The Whiskey Priest does not doubt his faith; his inner dialogue with God is ongoing. Indeed, he believes in Christ to the point of despair: knowing himself to be damned, he thinks himself past redeeming. Beyond saving, he seeks only to save others:
He was a man who was supposed to save souls: it had seemed quite simple once, preaching at Benediction, organizing the guilds, having coffee with elderly ladies behind barred windows, blessing new houses with a little incense, wearing black gloves…it was as easy as saving money: now it was a mystery. He was aware of his own desperate inadequacy.”
I am reminded of Flannery O’Connor’s thick-skulled, arrogant Grandmother in A Good Man is Hard to Find, a woman who only at gunpoint, with the yawning mouth of Eternity before her, recognizes the overpowering mystery of Good and Evil in the world. Her killer, bleakly humorous, comments, “She would of been a good woman, if it had been somebody there to shoot her every minute of her life.”

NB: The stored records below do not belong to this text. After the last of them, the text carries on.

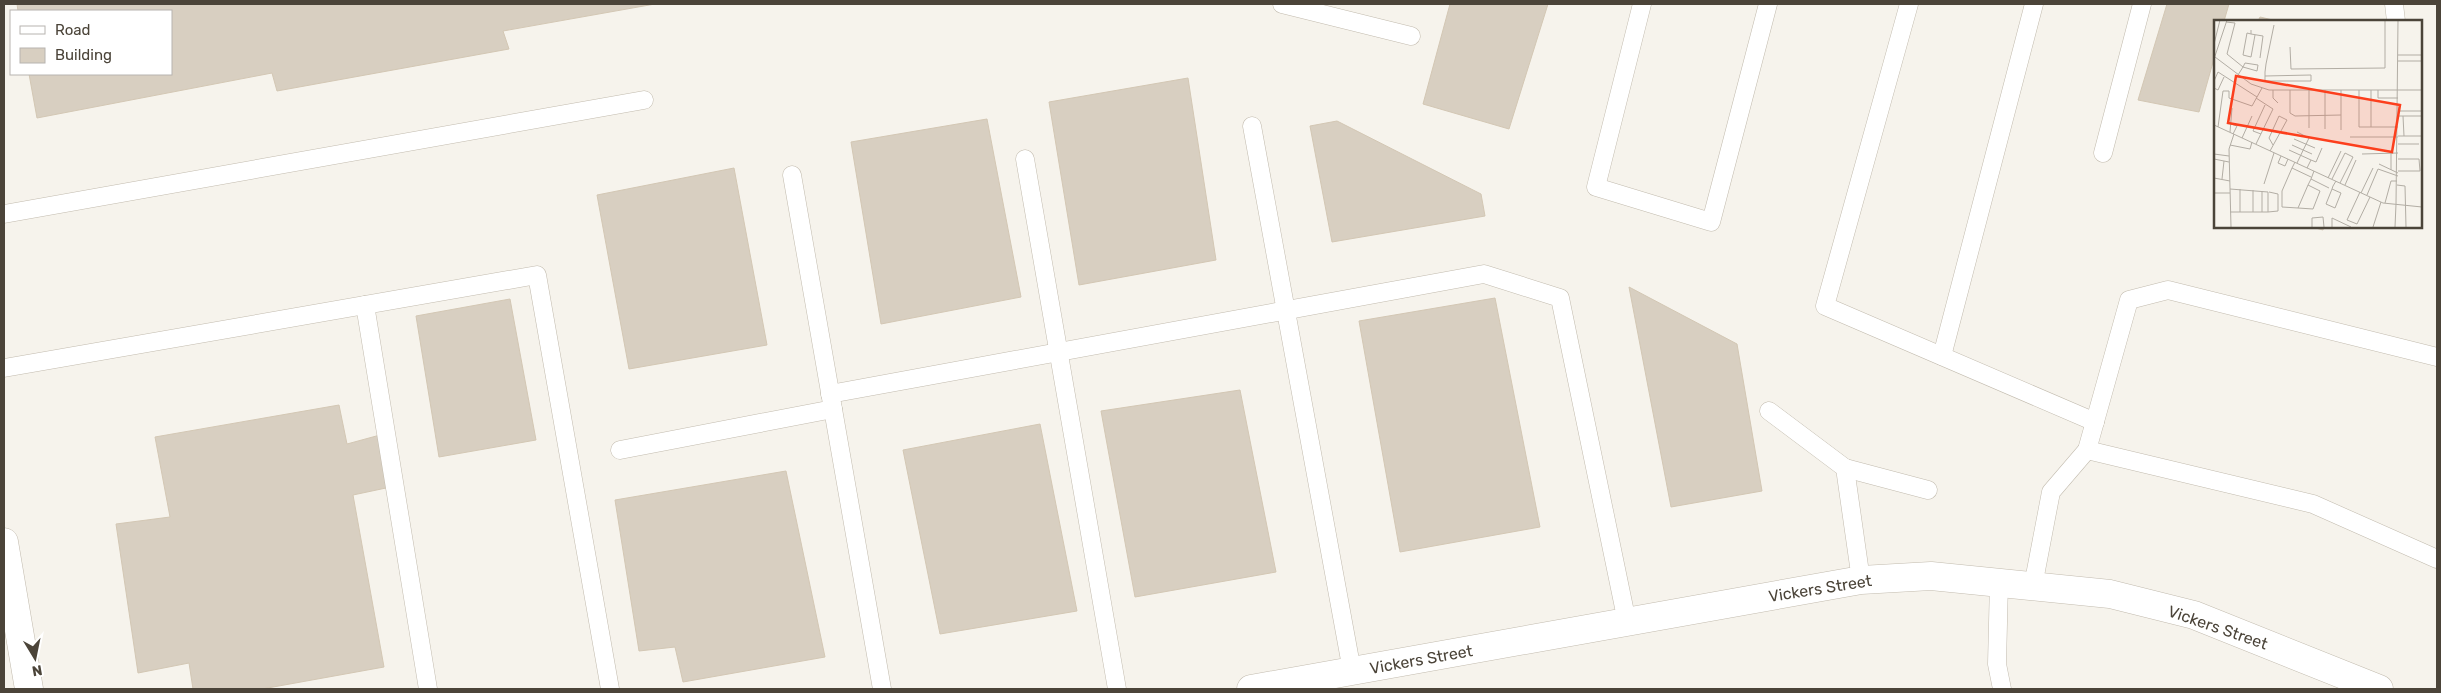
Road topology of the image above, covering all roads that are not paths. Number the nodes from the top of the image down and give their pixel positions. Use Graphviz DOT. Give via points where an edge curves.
graph roads {
  1 [pos="1282,4"];
  2 [pos="1642,4"];
  3 [pos="1768,4"];
  4 [pos="1909,4"];
  5 [pos="2034,4"];
  6 [pos="2142,4"];
  7 [pos="2394,4"];
  8 [pos="2396,20"];
  9 [pos="1411,36"];
  10 [pos="644,100"];
  11 [pos="1252,126"];
  12 [pos="2103,153"];
  13 [pos="1025,159"];
  14 [pos="792,175"];
  15 [pos="4,214"];
  16 [pos="365,305"];
  17 [pos="1286,310"];
  18 [pos="1059,352"];
  19 [pos="1942,356"];
  20 [pos="2437,356"];
  21 [pos="4,368"];
  22 [pos="832,401"];
  23 [pos="1769,411"];
  24 [pos="2095,422"];
  25 [pos="620,450"];
  26 [pos="2087,450"];
  27 [pos="1845,468"];
  28 [pos="1928,490"];
  29 [pos="4,542"];
  30 [pos="2437,559"];
  31 [pos="1861,580"];
  32 [pos="1998,582"];
  33 [pos="2033,586"];
  34 [pos="9,601"];
  35 [pos="1627,622"];
  36 [pos="1352,671"];
  37 [pos="29,689"];
  38 [pos="428,689"];
  39 [pos="610,689"];
  40 [pos="882,689"];
  41 [pos="1117,689"];
  42 [pos="1251,689"];
  43 [pos="2002,689"];
  44 [pos="2379,689"];
  1 -- 9 [label="lane"];
  2 -- 3 [label="lane" via="1596,187 1711,222"];
  4 -- 19 [label="lane" via="1825,306"];
  5 -- 19 [label="lane"];
  6 -- 12 [label="lane"];
  7 -- 8 [label="lane"];
  10 -- 15 [label="lane"];
  11 -- 17 [label="lane"];
  13 -- 18 [label="lane"];
  14 -- 22 [label="lane"];
  16 -- 21 [label="lane"];
  16 -- 38 [label="lane"];
  16 -- 39 [label="lane" via="537,275"];
  17 -- 18 [label="lane"];
  17 -- 35 [label="lane" via="1484,274 1560,298"];
  17 -- 36 [label="lane"];
  18 -- 22 [label="lane"];
  18 -- 41 [label="lane"];
  19 -- 24 [label="lane"];
  20 -- 24 [label="lane" via="2168,290 2128,300"];
  22 -- 25 [label="lane"];
  22 -- 40 [label="lane"];
  23 -- 27 [label="lane"];
  24 -- 26 [label="lane"];
  26 -- 30 [label="lane" via="2313,504"];
  26 -- 33 [label="lane" via="2051,492"];
  27 -- 28 [label="lane"];
  27 -- 31 [label="lane"];
  29 -- 34 [label="street"];
  31 -- 32 [label="street, Vickers Street" via="1931,576"];
  31 -- 35 [label="street, Vickers Street"];
  32 -- 33 [label="street, Vickers Street"];
  32 -- 43 [label="lane" via="1997,664"];
  33 -- 44 [label="street, Vickers Street" via="2110,594 2194,615"];
  34 -- 37 [label="street"];
  35 -- 36 [label="street, Vickers Street"];
  36 -- 42 [label="street, Vickers Street"];
}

Stripped of all the trappings of his once-comfortable clerical life, the Whiskey Priest is reduced to a hunted animal. But even animals have an advantage over him: “Hope was an instinct only the reasoning human mind could kill. An animal never knew despair.” The Whiskey Priest, in his despair, must confront the true nature of his belief in God. It is an irony not lost on him (or the reader) that the main reason he is able to elude the Police is that he so little resembles the fat, glossy, and self-satisfied priest he once was. Time and suffering have filed his features down, like his soul, until only one question remains: Would he die for his faith? The Whiskey Priest can’t picture himself as a martyr; he is a self-confessed coward, terrified of the damnation he assumes awaits on the other side of death, and even more afraid of the physical pain that will bring him to that threshold. Greene’s story is less about whether or not the Priest will be caught than it is about whether or not he will be saved. As J.R.R. Tolkien observed, “There is no story without the fall.”

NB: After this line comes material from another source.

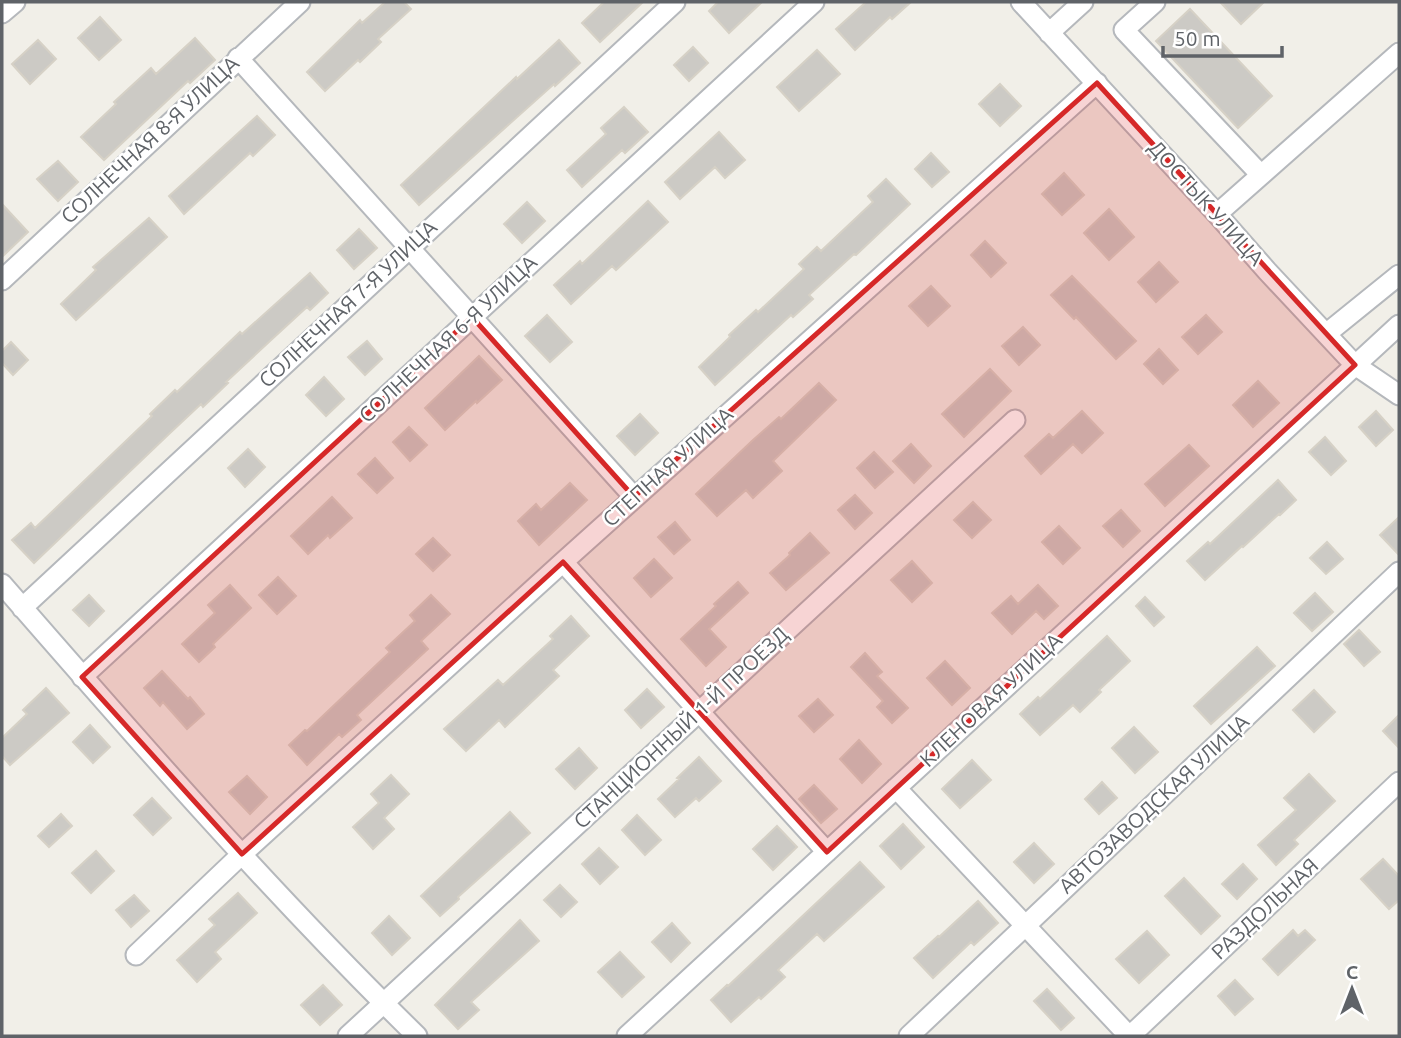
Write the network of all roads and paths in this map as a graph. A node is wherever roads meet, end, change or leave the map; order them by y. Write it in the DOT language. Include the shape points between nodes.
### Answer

This is the story Greene was born to tell. Himself a man more haunted than blessed by his belief in Christ, Greene’s legacy as one of the twentieth centuries’ premier novelists (not to say simply “Catholic novelists”) would have been secure if The Power and the Gloryhad been his only work. With this novel, Greene brings all his considerable talent, craft, and gift for suspense to bear on a story that penetrates the heart of one tortured man’s mystery. For all its darkness and intensity, it’s a thrilling, page-turning read: the story is structured essentially as an extended chase across the barren landscape of Mexico—mirroring the even vaster desert spaces in the heart of the pursued Priest. Greene evokes the heat and dust and sweat of the country and its inhabitants with cinematic immediacy. The atmosphere is stifling, almost unbearably intense, and Greene’s capacity for storytelling invention never flags.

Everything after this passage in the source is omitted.